Task prompt: The lines to copy from the data below are those that hold the string "SANTA".
───── Data for review ─────
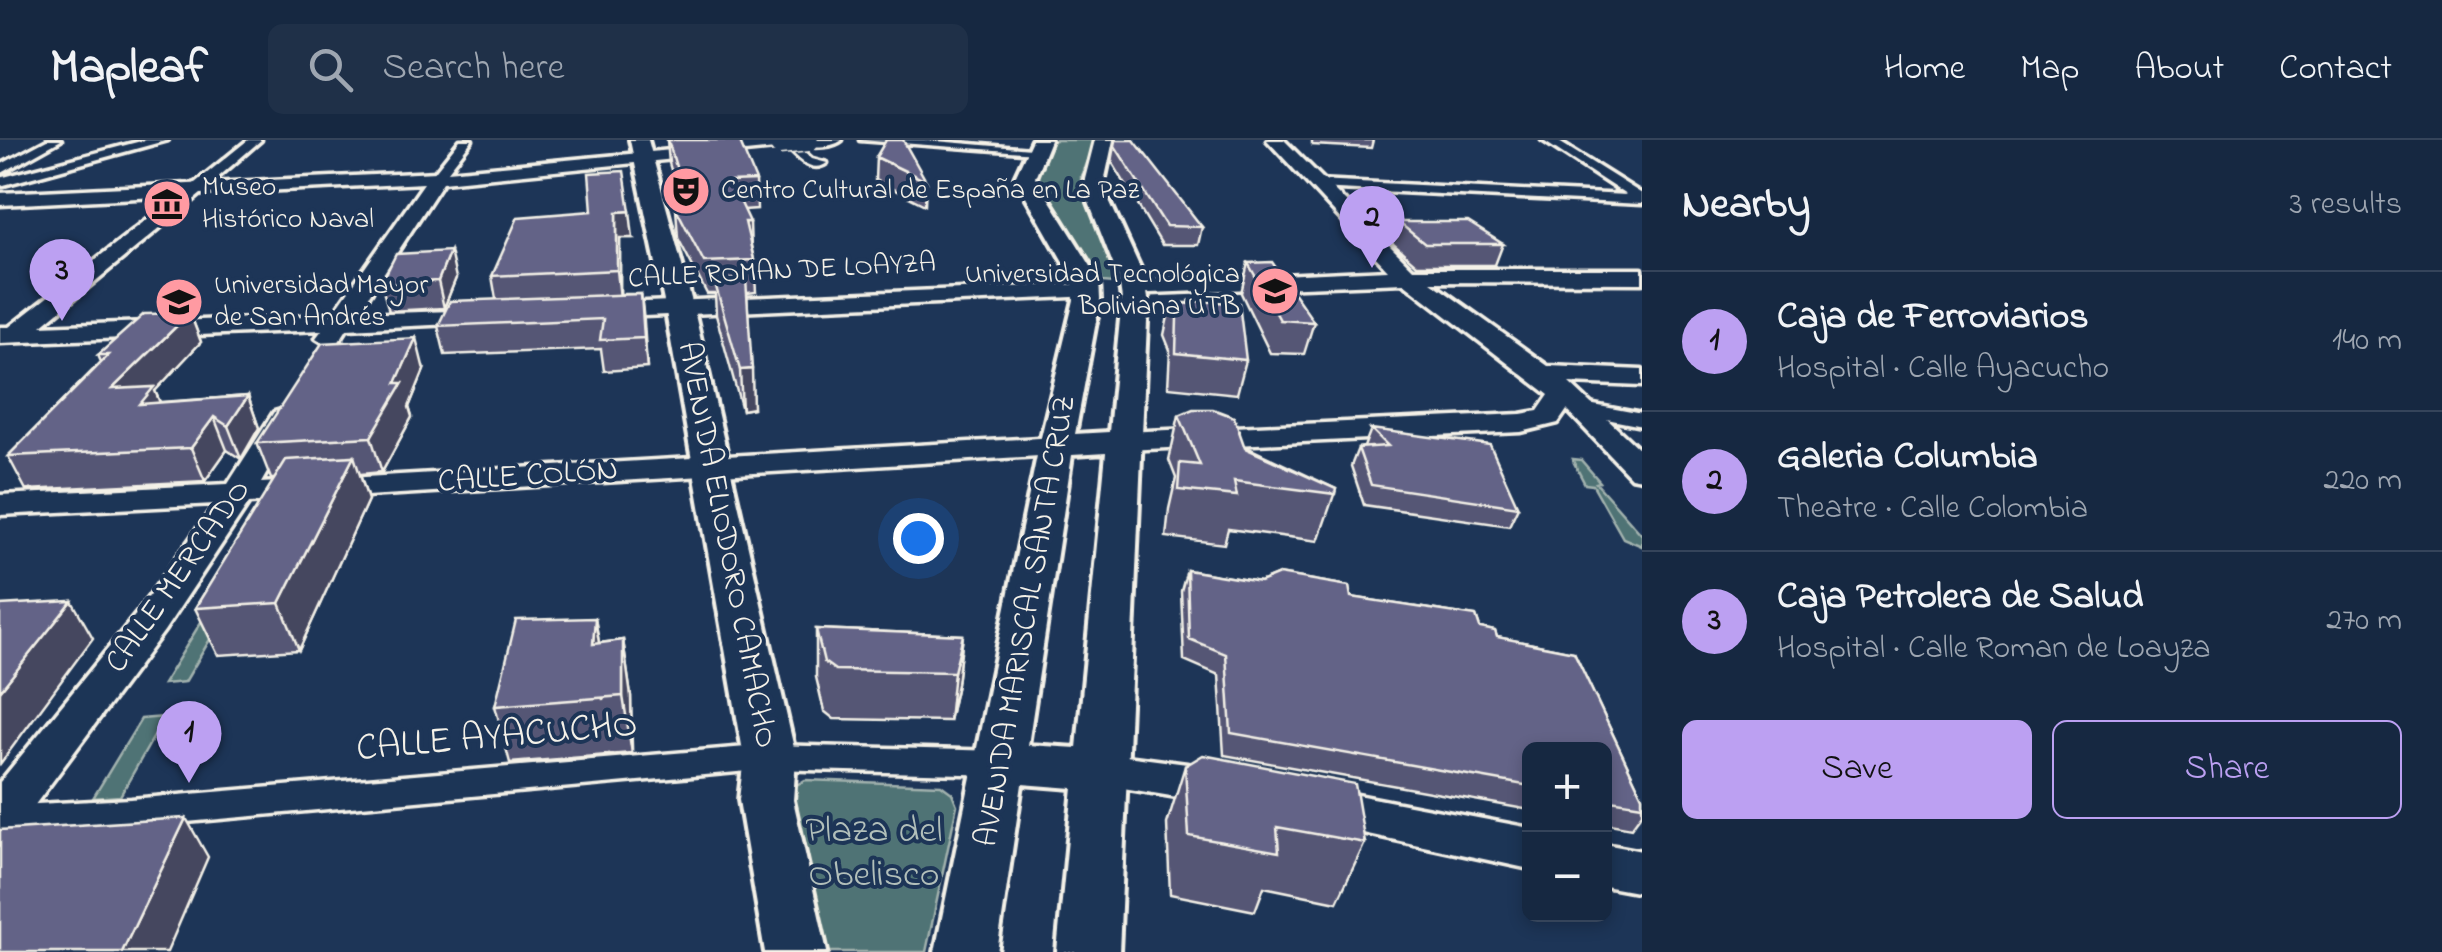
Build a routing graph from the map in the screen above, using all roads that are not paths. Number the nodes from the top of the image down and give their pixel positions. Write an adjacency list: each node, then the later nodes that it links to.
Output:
1 (55, 140): 14 (street)
2 (162, 140): 15 (street)
3 (255, 140): 19 (street)
4 (466, 140): 16 (street)
5 (831, 140): 11 (main road, bridge)
6 (866, 140): 10 (street)
7 (1104, 140): 25 (main road)
8 (1275, 140): 18 (main road)
9 (1548, 140): 21 (street)
10 (1038, 145): 24 (main road)
11 (787, 147): 12 (main road); 13 (street)
12 (646, 151): 16 (main road); 26 (main road, AVENIDA ELIODORO CAMACHO)
13 (820, 163)
14 (0, 171): 15 (street)
15 (32, 173): 17 (street)
16 (437, 177): 19 (main road); 29 (main road)
17 (0, 182)
18 (1318, 184): 21 (street); 22 (main road)
19 (195, 190): 20 (main road); 30 (main road)
20 (0, 199)
21 (1642, 199)
22 (1407, 276): 23 (main road); 25 (main road); 32 (main road)
23 (1642, 276)
24 (1086, 290): 25 (main road); 26 (main road, CALLE ROMAN DE LOAYZA); 38 (main road, AVENIDA MARISCAL SANTA CRUZ)
25 (1133, 290): 37 (main road, AVENIDA MARISCAL SANTA CRUZ)
26 (679, 306): 27 (main road, CALLE ROMAN DE LOAYZA); 39 (main road, AVENIDA ELIODORO CAMACHO)
27 (565, 312)
28 (508, 316): 29 (main road)
29 (336, 326): 30 (main road); 31 (main road)
30 (5, 339)
31 (318, 359)
32 (1541, 374): 33 (main road); 35 (main road)
33 (1642, 378)
34 (299, 392): 41 (main road, CALLE MERCADO)
35 (1574, 401): 36 (street); 37 (main road); 40 (main road)
36 (1642, 420)
37 (1126, 441): 38 (main road); 45 (main road, AVENIDA MARISCAL SANTA CRUZ)
38 (1056, 446): 39 (main road, CALLE COLÓN); 44 (main road, AVENIDA MARISCAL SANTA CRUZ)
39 (709, 464): 41 (main road, CALLE COLÓN); 43 (main road, AVENIDA ELIODORO CAMACHO)
40 (1642, 470)
41 (242, 493): 42 (main road, CALLE COLÓN); 46 (main road, CALLE MERCADO)
42 (0, 505)
43 (770, 757): 44 (street, CALLE AYACUCHO); 46 (street, CALLE AYACUCHO); 50 (main road, AVENIDA ELIODORO CAMACHO)
44 (1002, 763): 45 (main road); 51 (main road, AVENIDA MARISCAL SANTA CRUZ)
45 (1103, 770): 47 (main road); 52 (main road, AVENIDA MARISCAL SANTA CRUZ)
46 (0, 818)
47 (1522, 848)
48 (1612, 866): 49 (main road)
49 (1642, 872)
50 (796, 952)
51 (966, 952)
52 (1088, 952)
─────
Response area:
24 (1086, 290): 25 (main road); 26 (main road, CALLE ROMAN DE LOAYZA); 38 (main road, AVENIDA MARISCAL SANTA CRUZ)
25 (1133, 290): 37 (main road, AVENIDA MARISCAL SANTA CRUZ)
37 (1126, 441): 38 (main road); 45 (main road, AVENIDA MARISCAL SANTA CRUZ)
38 (1056, 446): 39 (main road, CALLE COLÓN); 44 (main road, AVENIDA MARISCAL SANTA CRUZ)
44 (1002, 763): 45 (main road); 51 (main road, AVENIDA MARISCAL SANTA CRUZ)
45 (1103, 770): 47 (main road); 52 (main road, AVENIDA MARISCAL SANTA CRUZ)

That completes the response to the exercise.